Over the last decade, Big Dog Ranch Rescue has found a home for more than 31,000 dogs, but founder Lauree Simmons clearly recalls her first canine client back in 2008. It was a lab mix named Angel, who was pregnant, homeless and living under a tree in Miami.
Two days later, Angel gave birth to 10 puppies in Simmons’ garage. In many respects, Angel is the “acorn” that blossomed into the tree now known as the Big Dog Ranch Rescue.
Today, Big Dog Ranch Rescue is dedicated to rescuing and providing a happy, safe and loving home for dogs while providing families with healthy, loving and loyal canine companions. Located on 33 acres in Loxahatchee Groves, the rescue is a cage-free setting. In fact, it is the largest cage-free, no-kill shelter in the U.S.
“We have built a happy environment for dogs,” explained Robin Friedman, Big Dog Ranch Rescue’s director of development. “Our focus is rescue.
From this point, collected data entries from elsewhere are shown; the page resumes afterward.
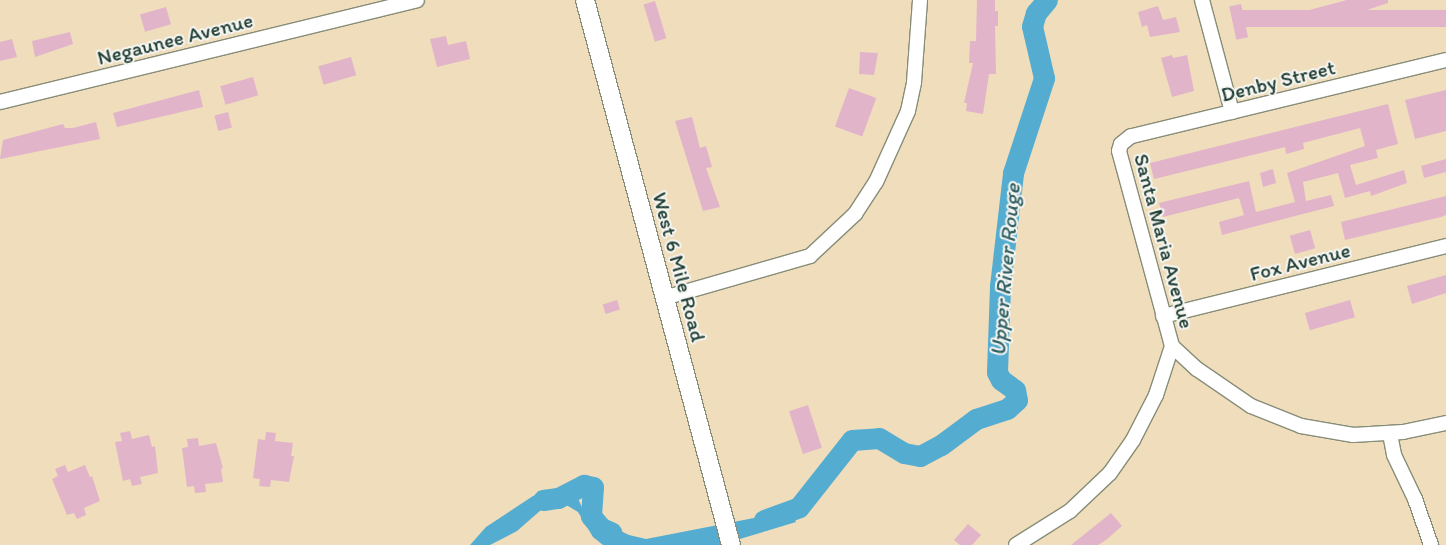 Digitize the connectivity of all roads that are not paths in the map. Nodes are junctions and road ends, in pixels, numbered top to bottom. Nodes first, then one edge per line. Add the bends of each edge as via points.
1 (417, 0) edge
2 (585, 0) edge
3 (920, 0) edge
4 (1202, 0) edge
5 (1446, 60) edge
6 (0, 102) edge
7 (1232, 112) junction
8 (1121, 144) joint
9 (1446, 246) edge
10 (664, 298) junction
11 (1163, 316) junction
12 (1172, 346) junction
13 (1446, 423) edge
14 (1390, 434) junction
15 (731, 545) edge
16 (1016, 545) edge
17 (1431, 545) edge

1 - 6 street, Negaunee Avenue
2 - 10 main road, West 6 Mile Road
3 - 10 street via 914,82 908,112 876,182 855,214 810,256
4 - 7 street
5 - 7 street, Denby Street
7 - 8 street, Denby Street via 1131,136
8 - 11 street, Santa Maria Avenue via 1119,157
9 - 11 street, Fox Avenue
10 - 15 main road, West 6 Mile Road
11 - 12 street, Santa Maria Avenue
12 - 14 street, Santa Maria Avenue via 1209,379 1269,415 1332,433
12 - 16 street via 1156,395 1133,440 1110,473 1070,511
13 - 14 street, Santa Maria Avenue
14 - 17 street via 1394,456 1415,499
We save dogs from shelters that are on the list to be euthanized, and we accept owner-surrender dogs. We also try to find homes for rescue dogs by networking with other shelters like us.”
At Big Dog Ranch Rescue, dogs are saved and then given a new lease on life. While the organization’s name indicates that it’s a safe haven for big dogs, in reality, dogs of all sizes can be adopted through the organization.
“We have at least one of every type of dog,” Friedman said.
Currently, roughly 500 grown dogs and 100 puppies live at Big Dog Ranch Rescue. But once dogs arrive here, they are often adopted in less than three months, Friedman said. Puppies are adopted the quickest.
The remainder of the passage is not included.